> _What the task asks_
Each line of the listing below that includes "main" should be reported.

START Data extract

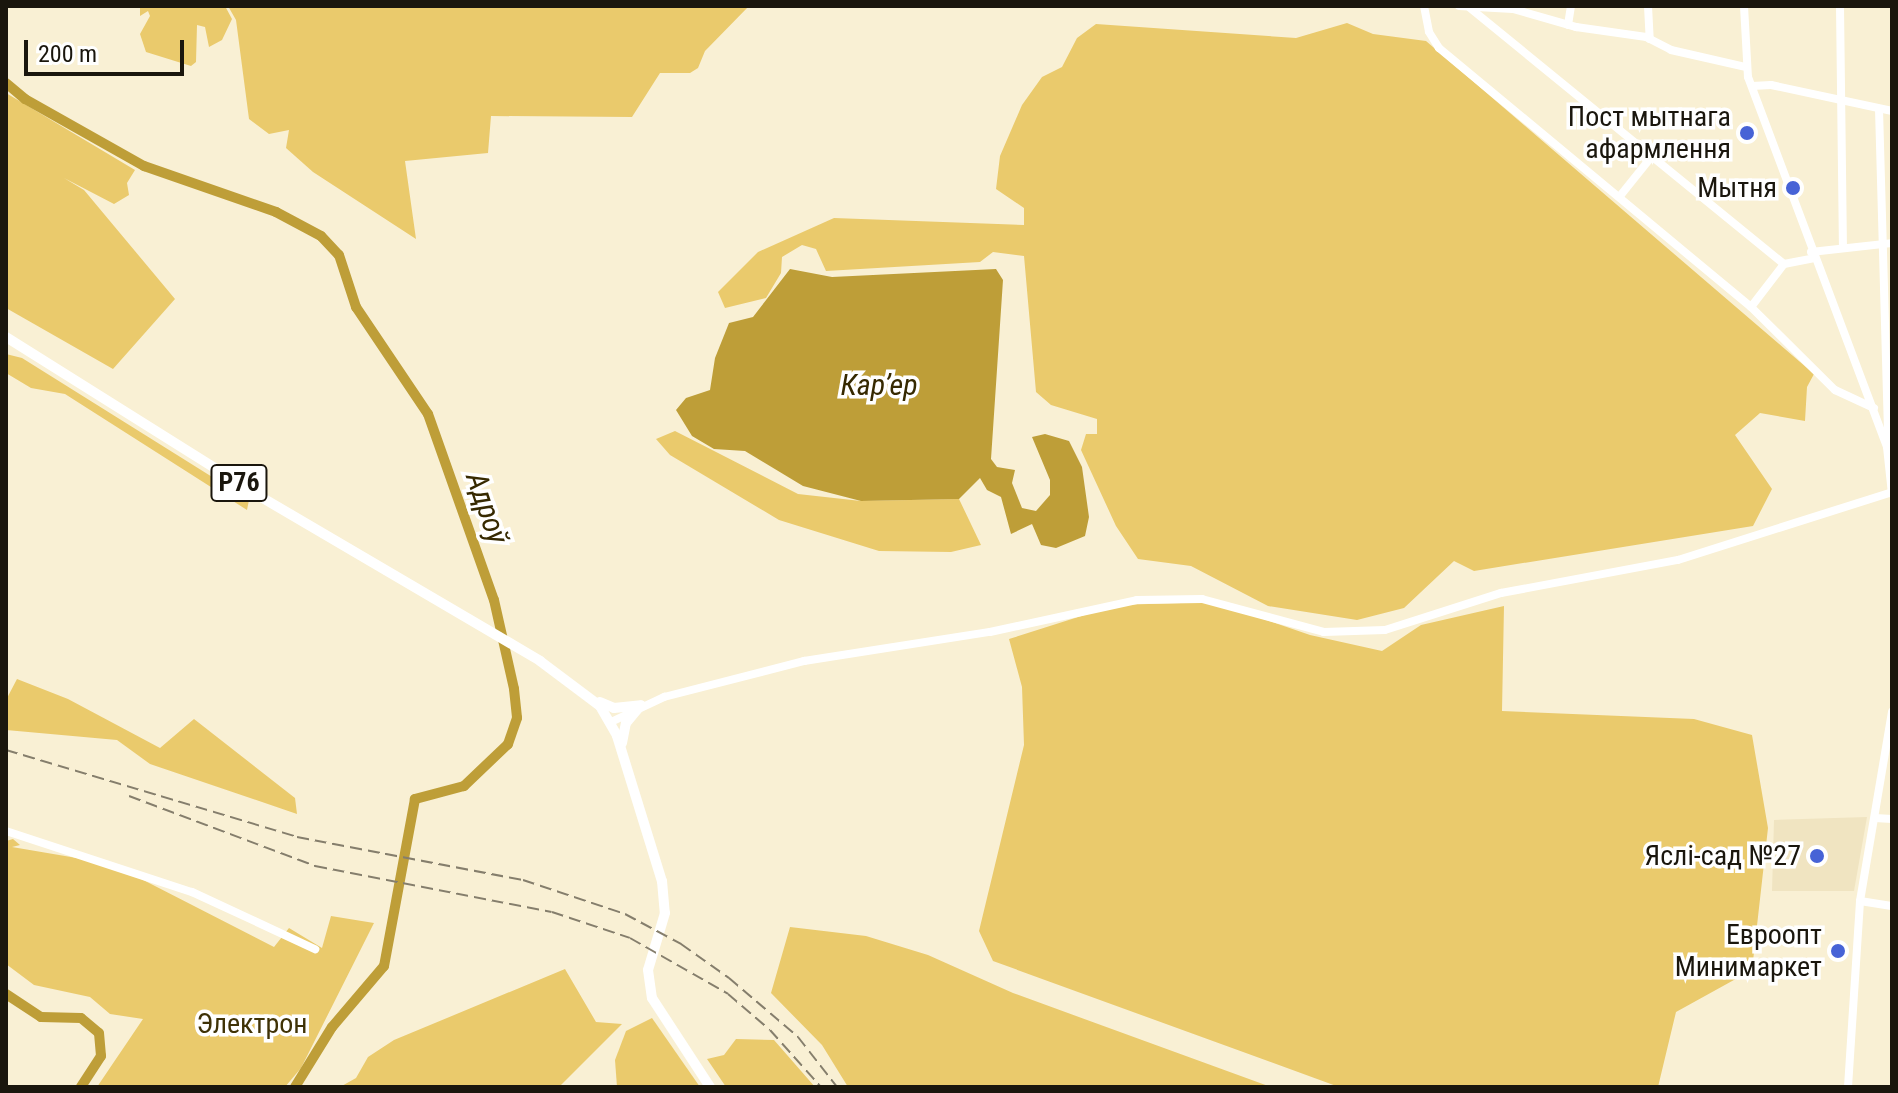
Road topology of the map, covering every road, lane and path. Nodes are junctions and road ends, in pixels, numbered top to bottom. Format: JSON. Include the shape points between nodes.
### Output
{"nodes":[{"id":1,"x":1424,"y":6,"type":"edge"},
{"id":2,"x":1459,"y":6,"type":"edge"},
{"id":3,"x":1571,"y":6,"type":"edge"},
{"id":4,"x":1648,"y":6,"type":"edge"},
{"id":5,"x":1744,"y":6,"type":"edge"},
{"id":6,"x":1840,"y":6,"type":"edge"},
{"id":7,"x":1485,"y":7,"type":"edge"},
{"id":8,"x":1470,"y":8,"type":"junction"},
{"id":9,"x":1480,"y":17,"type":"junction"},
{"id":10,"x":1568,"y":25,"type":"junction"},
{"id":11,"x":1650,"y":39,"type":"junction"},
{"id":12,"x":1745,"y":67,"type":"junction"},
{"id":13,"x":1752,"y":86,"type":"junction"},
{"id":14,"x":1840,"y":99,"type":"junction"},
{"id":15,"x":1879,"y":109,"type":"junction"},
{"id":16,"x":1892,"y":111,"type":"edge"},
{"id":17,"x":1652,"y":156,"type":"junction"},
{"id":18,"x":1620,"y":196,"type":"junction"},
{"id":19,"x":1888,"y":243,"type":"edge"},
{"id":20,"x":1843,"y":245,"type":"junction"},
{"id":21,"x":1812,"y":255,"type":"junction"},
{"id":22,"x":1784,"y":264,"type":"junction"},
{"id":23,"x":1751,"y":307,"type":"junction"},
{"id":24,"x":6,"y":337,"type":"edge"},
{"id":25,"x":1874,"y":408,"type":"junction"},
{"id":26,"x":1890,"y":447,"type":"edge"},
{"id":27,"x":1892,"y":493,"type":"edge"},
{"id":28,"x":588,"y":693,"type":"junction"},
{"id":29,"x":637,"y":706,"type":"junction"},
{"id":30,"x":1892,"y":712,"type":"edge"},
{"id":31,"x":609,"y":719,"type":"junction"},
{"id":32,"x":1892,"y":719,"type":"edge"},
{"id":33,"x":623,"y":753,"type":"junction"},
{"id":34,"x":1875,"y":818,"type":"junction"},
{"id":35,"x":1892,"y":819,"type":"edge"},
{"id":36,"x":6,"y":831,"type":"edge"},
{"id":37,"x":1860,"y":901,"type":"junction"},
{"id":38,"x":1892,"y":906,"type":"edge"},
{"id":39,"x":315,"y":949,"type":"dead end"},
{"id":40,"x":710,"y":1087,"type":"edge"},
{"id":41,"x":1848,"y":1087,"type":"edge"}],
"edges":[{"from":1,"to":18,"type":"street","via":[[1429,32],[1439,48]]},
{"from":2,"to":8,"type":"street"},
{"from":3,"to":10,"type":"street"},
{"from":4,"to":11,"type":"street"},
{"from":5,"to":12,"type":"street"},
{"from":6,"to":14,"type":"street"},
{"from":7,"to":8,"type":"street"},
{"from":7,"to":9,"type":"street"},
{"from":7,"to":10,"type":"street","via":[[1529,12]]},
{"from":8,"to":9,"type":"street"},
{"from":9,"to":17,"type":"street"},
{"from":10,"to":11,"type":"street"},
{"from":11,"to":12,"type":"street","via":[[1671,50]]},
{"from":12,"to":13,"type":"street"},
{"from":13,"to":14,"type":"street"},
{"from":13,"to":21,"type":"street"},
{"from":14,"to":15,"type":"street"},
{"from":14,"to":20,"type":"street"},
{"from":15,"to":16,"type":"street"},
{"from":15,"to":19,"type":"street"},
{"from":17,"to":18,"type":"street"},
{"from":17,"to":22,"type":"street"},
{"from":18,"to":23,"type":"street"},
{"from":19,"to":20,"type":"street"},
{"from":19,"to":26,"type":"street"},
{"from":20,"to":21,"type":"street"},
{"from":21,"to":22,"type":"street"},
{"from":21,"to":25,"type":"street"},
{"from":22,"to":23,"type":"street"},
{"from":23,"to":25,"type":"street","via":[[1846,399]]},
{"from":24,"to":28,"type":"main road","number":"Р76"},
{"from":25,"to":26,"type":"street"},
{"from":26,"to":27,"type":"street"},
{"from":27,"to":29,"type":"street","via":[[1678,560],[1501,593],[1358,634],[1312,629],[1202,599],[1155,598],[990,632],[840,652]]},
{"from":28,"to":29,"type":"main road","via":[[610,707]]},
{"from":28,"to":31,"type":"main road","number":"Р76"},
{"from":29,"to":31,"type":"street"},
{"from":29,"to":33,"type":"main road","via":[[626,723]]},
{"from":30,"to":32,"type":"street"},
{"from":31,"to":33,"type":"main road","number":"Р76"},
{"from":32,"to":34,"type":"street"},
{"from":33,"to":40,"type":"main road","number":"Р76","via":[[665,900],[664,925],[648,970],[652,998]]},
{"from":34,"to":35,"type":"street"},
{"from":34,"to":37,"type":"street"},
{"from":36,"to":39,"type":"street","via":[[192,892]]},
{"from":37,"to":38,"type":"street"},
{"from":37,"to":41,"type":"street"}]}
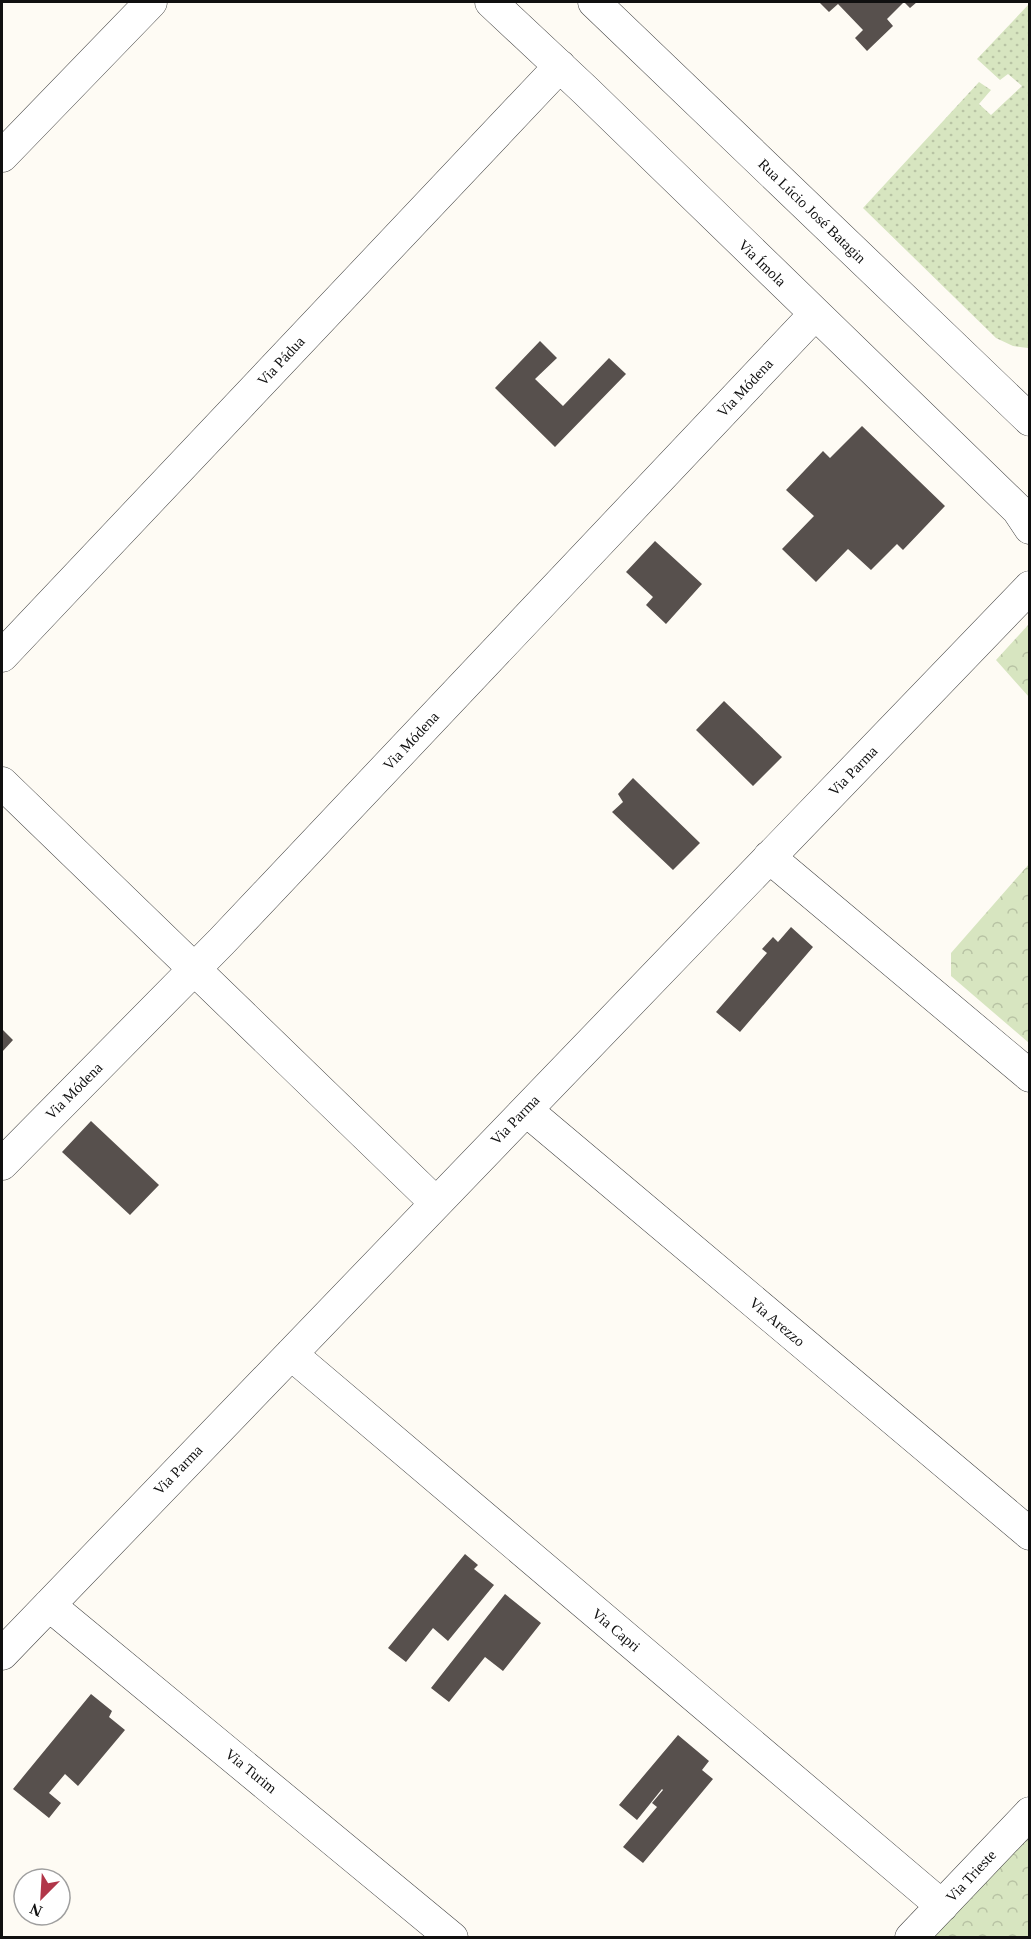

END Data extract

> _Task solution_
{"from":24,"to":28,"type":"main road","number":"Р76"},
{"from":28,"to":29,"type":"main road","via":[[610,707]]},
{"from":28,"to":31,"type":"main road","number":"Р76"},
{"from":29,"to":33,"type":"main road","via":[[626,723]]},
{"from":31,"to":33,"type":"main road","number":"Р76"},
{"from":33,"to":40,"type":"main road","number":"Р76","via":[[665,900],[664,925],[648,970],[652,998]]},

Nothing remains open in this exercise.